What is required
Give back all of the data exactly as written.

Provided data

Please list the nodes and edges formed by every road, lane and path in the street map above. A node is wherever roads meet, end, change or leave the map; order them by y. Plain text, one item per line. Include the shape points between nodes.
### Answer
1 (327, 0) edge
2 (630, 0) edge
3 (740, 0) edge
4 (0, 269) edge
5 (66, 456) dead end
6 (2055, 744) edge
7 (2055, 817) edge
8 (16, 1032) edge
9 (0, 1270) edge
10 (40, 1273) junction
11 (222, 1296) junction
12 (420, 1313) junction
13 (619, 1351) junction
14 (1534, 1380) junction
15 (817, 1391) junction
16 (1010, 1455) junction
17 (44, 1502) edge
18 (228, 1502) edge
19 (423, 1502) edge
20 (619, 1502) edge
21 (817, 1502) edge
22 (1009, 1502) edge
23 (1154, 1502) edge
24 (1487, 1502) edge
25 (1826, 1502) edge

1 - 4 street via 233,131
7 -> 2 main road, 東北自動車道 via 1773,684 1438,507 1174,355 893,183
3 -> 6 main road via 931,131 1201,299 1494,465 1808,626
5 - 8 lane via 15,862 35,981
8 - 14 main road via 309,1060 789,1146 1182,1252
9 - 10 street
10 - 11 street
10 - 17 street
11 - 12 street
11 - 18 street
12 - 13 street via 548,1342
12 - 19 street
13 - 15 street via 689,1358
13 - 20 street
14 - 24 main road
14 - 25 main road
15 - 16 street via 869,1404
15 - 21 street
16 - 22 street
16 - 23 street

Task output
Please list the nodes and edges formed by every road, lane and path in the street map above. A node is wherever roads meet, end, change or leave the map; order them by y. Plain text, one item per line. Include the shape points between nodes.
### Answer
1 (327, 0) edge
2 (630, 0) edge
3 (740, 0) edge
4 (0, 269) edge
5 (66, 456) dead end
6 (2055, 744) edge
7 (2055, 817) edge
8 (16, 1032) edge
9 (0, 1270) edge
10 (40, 1273) junction
11 (222, 1296) junction
12 (420, 1313) junction
13 (619, 1351) junction
14 (1534, 1380) junction
15 (817, 1391) junction
16 (1010, 1455) junction
17 (44, 1502) edge
18 (228, 1502) edge
19 (423, 1502) edge
20 (619, 1502) edge
21 (817, 1502) edge
22 (1009, 1502) edge
23 (1154, 1502) edge
24 (1487, 1502) edge
25 (1826, 1502) edge

1 - 4 street via 233,131
7 -> 2 main road, 東北自動車道 via 1773,684 1438,507 1174,355 893,183
3 -> 6 main road via 931,131 1201,299 1494,465 1808,626
5 - 8 lane via 15,862 35,981
8 - 14 main road via 309,1060 789,1146 1182,1252
9 - 10 street
10 - 11 street
10 - 17 street
11 - 12 street
11 - 18 street
12 - 13 street via 548,1342
12 - 19 street
13 - 15 street via 689,1358
13 - 20 street
14 - 24 main road
14 - 25 main road
15 - 16 street via 869,1404
15 - 21 street
16 - 22 street
16 - 23 street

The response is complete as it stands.